This home baking recipe comes from Jeni Hardie at the award-winning, Bad Girl Bakery, based in Highlands town, Muir of Ord.

  • 10
  • Easy
Jeni says: "If you like really chocolaty cookies, with crisp edges and chewy middles, then this is the recipe for you. If you're not gluten free, don't let that put you off. It's a best seller in the bakery and our customers can't believe they are gluten free. Twice a year, our bakers are given research projects to work on and one of our bakers was looking at free-from baking when she came across gluten-free brownie cookie recipes. We loved the idea so set about developing our own."

Ingredients

  • 385g icing sugar
  • 95g cocoa powder  
  • 1 teaspoon salt
  • 3 medium eggs 
  • 125g chocolate chips (we use a mix of milk and white, but it's up to you)

Method

To make the chocolate cookies

The cookie dough doesn’t like sitting around once it’s all mixed so it’s really important to get the oven on at 160c, line your trays, set the stand mixer up, then weigh out all your ingredients.

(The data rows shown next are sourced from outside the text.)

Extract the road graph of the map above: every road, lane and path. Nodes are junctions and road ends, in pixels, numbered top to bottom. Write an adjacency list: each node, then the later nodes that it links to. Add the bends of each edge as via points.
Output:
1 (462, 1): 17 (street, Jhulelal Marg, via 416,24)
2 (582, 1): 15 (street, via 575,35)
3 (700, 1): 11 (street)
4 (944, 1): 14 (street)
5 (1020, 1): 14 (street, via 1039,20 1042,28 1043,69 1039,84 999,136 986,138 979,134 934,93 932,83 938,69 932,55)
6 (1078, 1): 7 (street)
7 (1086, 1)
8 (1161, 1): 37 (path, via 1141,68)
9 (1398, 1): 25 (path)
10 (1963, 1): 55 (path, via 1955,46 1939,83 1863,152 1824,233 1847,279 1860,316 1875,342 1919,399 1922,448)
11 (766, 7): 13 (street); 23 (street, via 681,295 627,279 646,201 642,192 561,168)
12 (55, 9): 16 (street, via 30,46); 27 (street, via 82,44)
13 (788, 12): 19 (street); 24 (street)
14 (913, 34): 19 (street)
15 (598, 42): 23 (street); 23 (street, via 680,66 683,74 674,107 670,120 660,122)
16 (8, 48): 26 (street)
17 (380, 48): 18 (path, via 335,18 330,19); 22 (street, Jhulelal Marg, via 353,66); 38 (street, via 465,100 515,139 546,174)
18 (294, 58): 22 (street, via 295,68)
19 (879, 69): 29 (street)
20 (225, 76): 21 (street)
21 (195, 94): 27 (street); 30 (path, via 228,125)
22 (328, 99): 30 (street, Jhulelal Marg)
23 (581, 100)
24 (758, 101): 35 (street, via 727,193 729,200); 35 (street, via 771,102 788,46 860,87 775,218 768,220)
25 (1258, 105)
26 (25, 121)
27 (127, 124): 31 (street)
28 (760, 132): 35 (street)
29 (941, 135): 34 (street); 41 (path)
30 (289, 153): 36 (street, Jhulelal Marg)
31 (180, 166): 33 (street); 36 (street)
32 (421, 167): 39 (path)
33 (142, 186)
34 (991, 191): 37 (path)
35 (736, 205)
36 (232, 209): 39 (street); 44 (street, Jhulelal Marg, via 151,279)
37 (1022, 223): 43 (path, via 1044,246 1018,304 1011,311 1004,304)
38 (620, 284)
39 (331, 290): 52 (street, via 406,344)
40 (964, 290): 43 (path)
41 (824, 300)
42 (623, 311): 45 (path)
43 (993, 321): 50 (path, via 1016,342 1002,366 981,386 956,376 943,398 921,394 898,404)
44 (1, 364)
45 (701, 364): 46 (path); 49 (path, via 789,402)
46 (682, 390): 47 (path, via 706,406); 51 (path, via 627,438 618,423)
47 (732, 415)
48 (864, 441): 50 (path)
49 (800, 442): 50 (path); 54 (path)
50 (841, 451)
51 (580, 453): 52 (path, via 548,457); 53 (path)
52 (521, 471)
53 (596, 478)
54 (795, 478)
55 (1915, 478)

Weigh out the chocolate chips into a small bowl and crack the eggs into another bowl.

In the stand mixer bowl, add all the dry ingredients (except the chocolate) and mix to combine.

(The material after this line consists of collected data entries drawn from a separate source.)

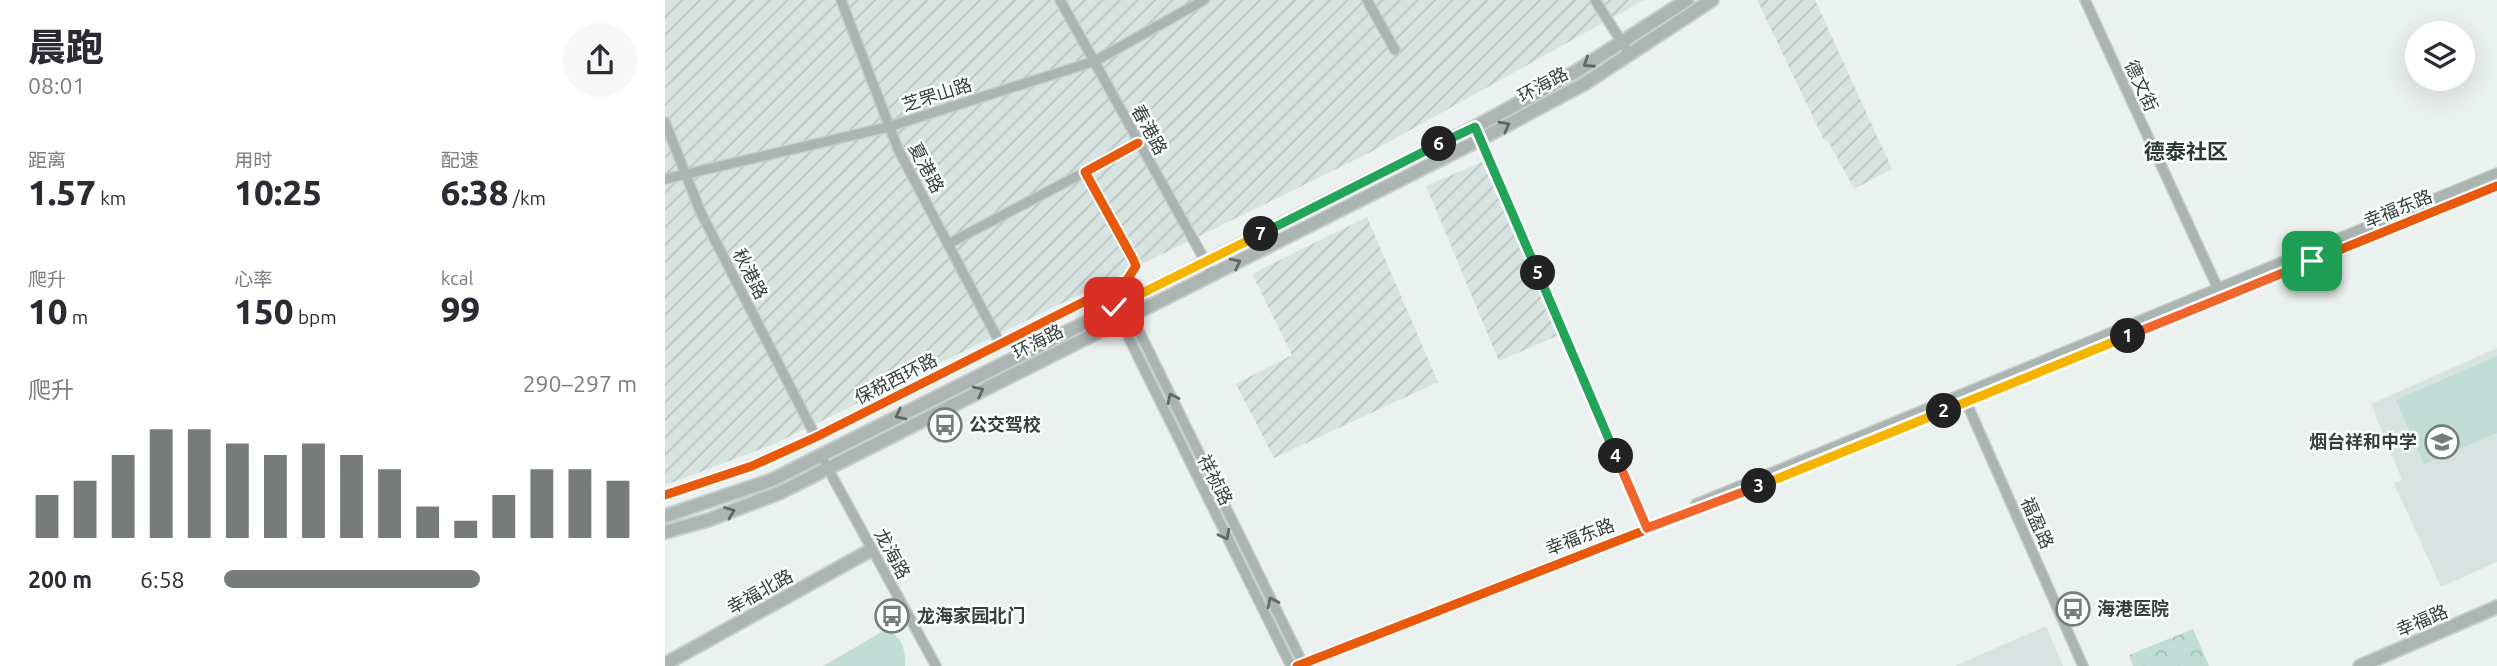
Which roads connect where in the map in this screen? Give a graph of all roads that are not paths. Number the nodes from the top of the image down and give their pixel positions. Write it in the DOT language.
graph roads {
  1 [pos="841,0"];
  2 [pos="1060,0"];
  3 [pos="1204,0"];
  4 [pos="1367,0"];
  5 [pos="1595,0"];
  6 [pos="1687,0"];
  7 [pos="1712,0"];
  8 [pos="2085,0"];
  9 [pos="1621,43"];
  10 [pos="1395,50"];
  11 [pos="1630,55"];
  12 [pos="1095,61"];
  13 [pos="665,122"];
  14 [pos="888,127"];
  15 [pos="1478,133"];
  16 [pos="1137,143"];
  17 [pos="1085,172"];
  18 [pos="2497,173"];
  19 [pos="684,174"];
  20 [pos="665,179"];
  21 [pos="2497,186"];
  22 [pos="948,244"];
  23 [pos="1206,261"];
  24 [pos="1213,275"];
  25 [pos="2217,288"];
  26 [pos="2222,298"];
  27 [pos="1119,304"];
  28 [pos="1126,317"];
  29 [pos="1000,343"];
  30 [pos="1961,393"];
  31 [pos="1966,402"];
  32 [pos="816,437"];
  33 [pos="821,456"];
  34 [pos="828,468"];
  35 [pos="665,495"];
  36 [pos="665,516"];
  37 [pos="1647,528"];
  38 [pos="665,532"];
  39 [pos="871,550"];
  40 [pos="2497,607"];
  41 [pos="2497,615"];
  42 [pos="665,664"];
  43 [pos="2378,664"];
  44 [pos="1301,665"];
  45 [pos="936,666"];
  46 [pos="1291,666"];
  47 [pos="2083,666"];
  48 [pos="2360,666"];
  1 -- 14 [label="street, 夏港路"];
  2 -- 12 [label="street, 春港路"];
  3 -- 12 [label="street, 芝罘山路"];
  4 -- 10 [label="street"];
  5 -- 9 [label="street"];
  6 -- 9 [label="main road, 环海路"];
  7 -- 11 [label="main road, 环海路"];
  8 -- 25 [label="street, 德文街"];
  9 -- 11 [label="street"];
  9 -- 15 [label="main road, 环海路, one-way"];
  15 -- 11 [label="main road, 环海路, one-way"];
  12 -- 14 [label="street, 芝罘山路"];
  12 -- 16 [label="street, 春港路"];
  13 -- 19 [label="street, 秋港路"];
  14 -- 19 [label="street, 芝罘山路"];
  14 -- 22 [label="street, 夏港路"];
  15 -- 23 [label="main road, 环海路"];
  24 -- 15 [label="main road, 环海路, one-way"];
  15 -- 37 [label="street"];
  16 -- 17 [label="street"];
  16 -- 23 [label="street, 春港路"];
  17 -- 22 [label="street"];
  17 -- 29 [label="street, 保税西环路"];
  18 -- 25 [label="street, 幸福东路"];
  19 -- 20 [label="street, 芝罘山路"];
  19 -- 32 [label="street, 秋港路"];
  21 -- 26 [label="street, 幸福东路"];
  22 -- 29 [label="street, 夏港路"];
  23 -- 24 [label="street, 春港路"];
  23 -- 27 [label="main road, 环海路"];
  24 -- 28 [label="main road, 环海路"];
  25 -- 26 [label="street, 德文街"];
  25 -- 30 [label="street, 幸福东路"];
  26 -- 31 [label="street, 幸福东路"];
  27 -- 28 [label="street"];
  27 -- 33 [label="main road, 环海路, one-way"];
  34 -- 28 [label="main road, 环海路, one-way"];
  44 -- 28 [label="street, one-way"];
  28 -- 46 [label="street, 祥祯路, one-way"];
  29 -- 32 [label="street, 保税西环路"];
  30 -- 31 [label="street, 福盈路"];
  30 -- 37 [label="street, 幸福东路"];
  31 -- 37 [label="street, 幸福东路"];
  31 -- 47 [label="street, 福盈路"];
  32 -- 35 [label="street, 保税西环路"];
  33 -- 34 [label="street, 龙海路"];
  33 -- 36 [label="main road, 环海路"];
  38 -- 34 [label="main road, 环海路, one-way"];
  34 -- 39 [label="street, 龙海路"];
  37 -- 44 [label="street, 幸福东路"];
  39 -- 42 [label="main road, 幸福北路"];
  39 -- 45 [label="street, 龙海路"];
  40 -- 43 [label="main road, 幸福路"];
  41 -- 43 [label="main road, 幸福路"];
  43 -- 48 [label="main road, 幸福路"];
}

Keep your mixer on low or there will be a cloud of icing sugar.

If you’re doing this by hand, whisk the dry ingredients with a hand whisk.

Next add your eggs to the dry ingredients and mix on low until all the dry ingredients are mixed in.

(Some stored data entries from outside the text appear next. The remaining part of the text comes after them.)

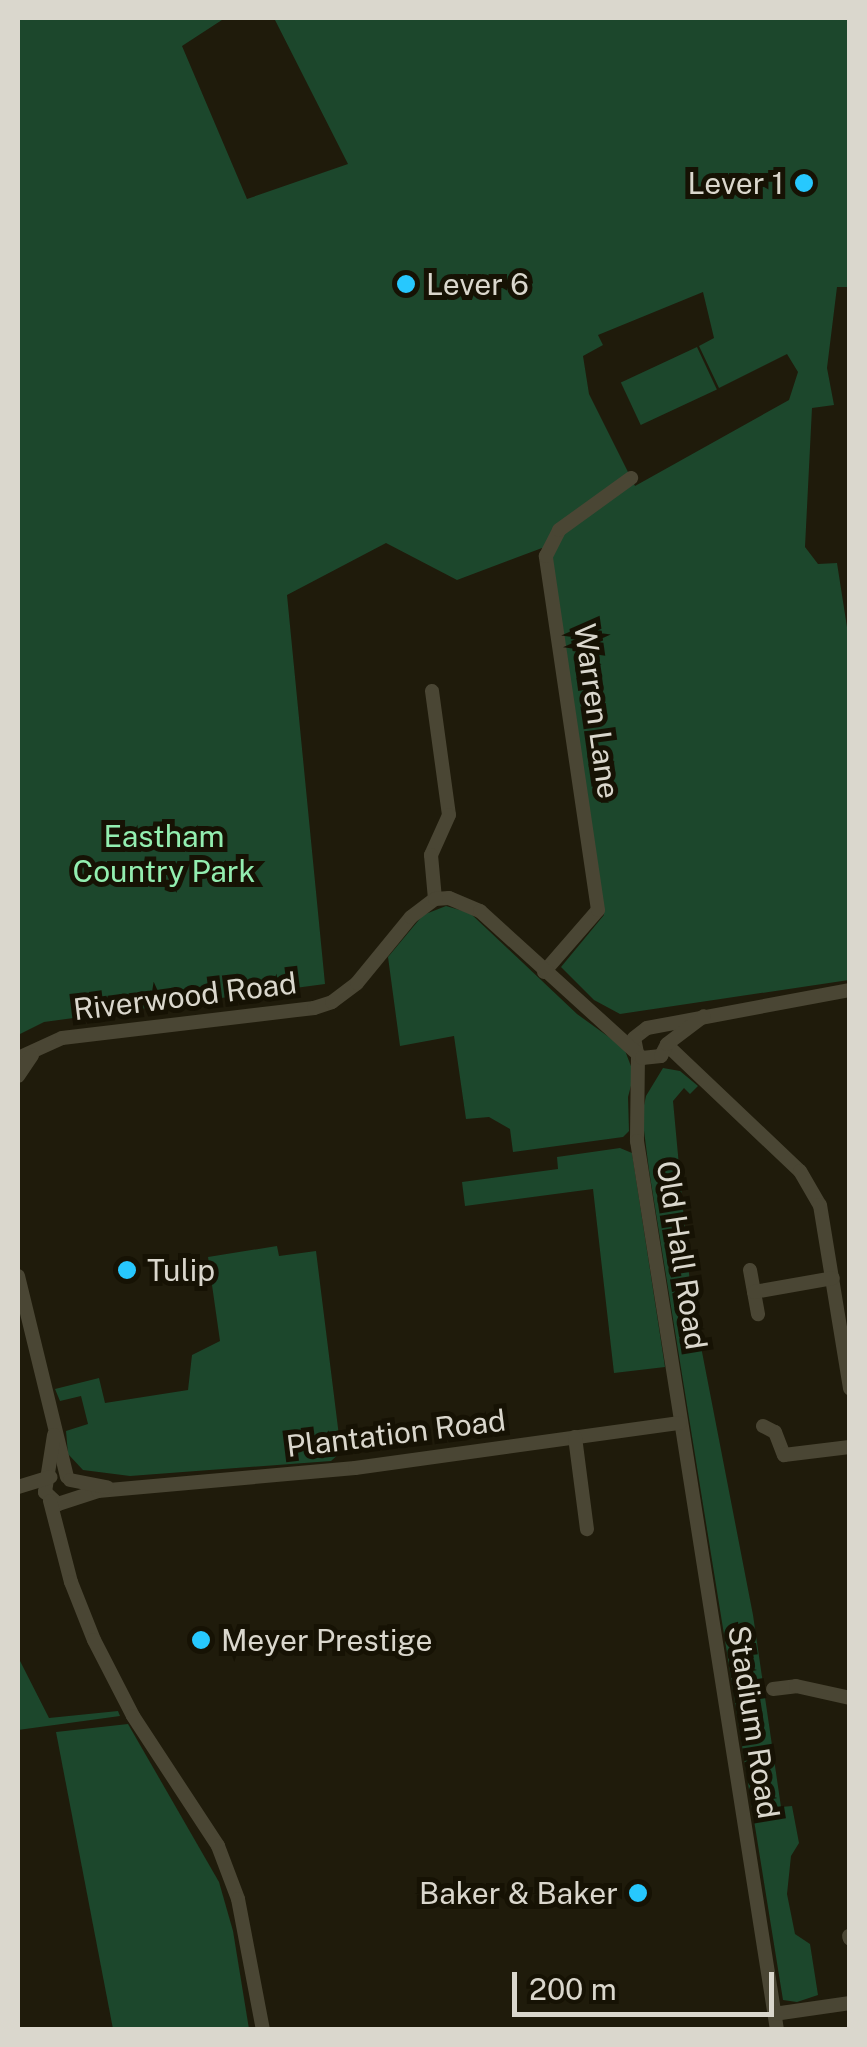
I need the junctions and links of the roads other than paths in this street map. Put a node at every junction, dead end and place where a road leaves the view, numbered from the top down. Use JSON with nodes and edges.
{"nodes":[{"id":1,"x":631,"y":478,"type":"dead end"},
{"id":2,"x":432,"y":691,"type":"dead end"},
{"id":3,"x":435,"y":899,"type":"junction"},
{"id":4,"x":544,"y":972,"type":"junction"},
{"id":5,"x":850,"y":990,"type":"edge"},
{"id":6,"x":704,"y":1016,"type":"junction"},
{"id":7,"x":603,"y":1024,"type":"junction"},
{"id":8,"x":648,"y":1027,"type":"junction"},
{"id":9,"x":44,"y":1044,"type":"junction"},
{"id":10,"x":667,"y":1044,"type":"junction"},
{"id":11,"x":638,"y":1055,"type":"junction"},
{"id":12,"x":18,"y":1058,"type":"edge"},
{"id":13,"x":657,"y":1059,"type":"junction"},
{"id":14,"x":692,"y":1071,"type":"junction"},
{"id":15,"x":18,"y":1076,"type":"edge"},
{"id":16,"x":638,"y":1096,"type":"junction"},
{"id":17,"x":750,"y":1270,"type":"dead end"},
{"id":18,"x":18,"y":1276,"type":"edge"},
{"id":19,"x":832,"y":1278,"type":"junction"},
{"id":20,"x":754,"y":1292,"type":"junction"},
{"id":21,"x":20,"y":1311,"type":"edge"},
{"id":22,"x":758,"y":1314,"type":"dead end"},
{"id":23,"x":846,"y":1340,"type":"edge"},
{"id":24,"x":850,"y":1389,"type":"edge"},
{"id":25,"x":680,"y":1424,"type":"junction"},
{"id":26,"x":764,"y":1426,"type":"dead end"},
{"id":27,"x":54,"y":1435,"type":"junction"},
{"id":28,"x":574,"y":1437,"type":"junction"},
{"id":29,"x":850,"y":1447,"type":"edge"},
{"id":30,"x":49,"y":1478,"type":"junction"},
{"id":31,"x":68,"y":1479,"type":"junction"},
{"id":32,"x":18,"y":1488,"type":"edge"},
{"id":33,"x":118,"y":1489,"type":"junction"},
{"id":34,"x":70,"y":1499,"type":"junction"},
{"id":35,"x":50,"y":1500,"type":"junction"},
{"id":36,"x":587,"y":1528,"type":"dead end"},
{"id":37,"x":65,"y":1552,"type":"junction"},
{"id":38,"x":773,"y":1689,"type":"dead end"},
{"id":39,"x":850,"y":1698,"type":"edge"},
{"id":40,"x":850,"y":2003,"type":"edge"},
{"id":41,"x":776,"y":2022,"type":"edge"},
{"id":42,"x":263,"y":2030,"type":"edge"}],
"edges":[{"from":1,"to":4,"type":"street","name":"Warren Lane"},
{"from":2,"to":3,"type":"street"},
{"from":3,"to":4,"type":"street"},
{"from":3,"to":9,"type":"street","name":"Riverwood Road"},
{"from":4,"to":7,"type":"street"},
{"from":5,"to":6,"type":"street"},
{"from":6,"to":8,"type":"street"},
{"from":6,"to":10,"type":"street"},
{"from":7,"to":8,"type":"street"},
{"from":7,"to":11,"type":"street"},
{"from":8,"to":10,"type":"street"},
{"from":8,"to":11,"type":"street"},
{"from":9,"to":12,"type":"street","name":"Riverwood Road"},
{"from":9,"to":15,"type":"street","name":"Riverwood Road"},
{"from":10,"to":13,"type":"street"},
{"from":10,"to":14,"type":"street"},
{"from":11,"to":13,"type":"street"},
{"from":11,"to":16,"type":"street","name":"Old Hall Road"},
{"from":13,"to":14,"type":"street"},
{"from":13,"to":16,"type":"street","name":"Old Hall Road"},
{"from":14,"to":19,"type":"street"},
{"from":16,"to":25,"type":"street","name":"Old Hall Road"},
{"from":17,"to":20,"type":"street"},
{"from":18,"to":21,"type":"street"},
{"from":19,"to":20,"type":"street"},
{"from":19,"to":23,"type":"street"},
{"from":20,"to":22,"type":"street"},
{"from":21,"to":27,"type":"street"},
{"from":23,"to":24,"type":"street"},
{"from":25,"to":28,"type":"street","name":"Plantation Road"},
{"from":25,"to":41,"type":"street","name":"Stadium Road"},
{"from":26,"to":29,"type":"street"},
{"from":27,"to":30,"type":"street"},
{"from":27,"to":31,"type":"street"},
{"from":28,"to":33,"type":"street","name":"Plantation Road"},
{"from":28,"to":36,"type":"street"},
{"from":30,"to":31,"type":"street"},
{"from":30,"to":32,"type":"street"},
{"from":30,"to":35,"type":"street"},
{"from":31,"to":33,"type":"street","name":"Plantation Road"},
{"from":31,"to":34,"type":"street"},
{"from":32,"to":35,"type":"street"},
{"from":33,"to":34,"type":"street","name":"Plantation Road"},
{"from":34,"to":35,"type":"street"},
{"from":34,"to":37,"type":"street"},
{"from":35,"to":37,"type":"street"},
{"from":37,"to":42,"type":"street"},
{"from":38,"to":39,"type":"street"},
{"from":40,"to":41,"type":"street"}]}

This is a super thick mixture, so don’t think you’ve done something wrong, it’s meant to be like that!

Scape down the sides and bottom of the bowl to make sure everything is mixed. Next add in the chocolate chips and mix until they are evenly through the dough.

Using an ice cream scoop or two soup spoons, scoop out golf ball size balls of the mixture and place on your baking sheet.

You should get around 10 depending on size. They spread a LOT so give them lots of space.

You may only get 4 – 5 on each sheet.

Pop the trays in the oven for 17 mins (set a timer here as the timings really matter.

They should still look soft when they are ready but not wet looking.

They will set up and form into a lovely chewy cookie with a thin crust.

It’s hard, but do leave them to cool almost completely before lifting them off the trays as they break easily when warm.

They are worth the wait.

To find out more about Bad Girl Bakery, click here.

chocolate cookies

About The Author

Rosalind Erskine

Known for cake making, experimental jam recipes, Champagne and gin drinking (and the inability to cook Gnocchi), Rosalind writes for The Scotsman on all things food and drink related.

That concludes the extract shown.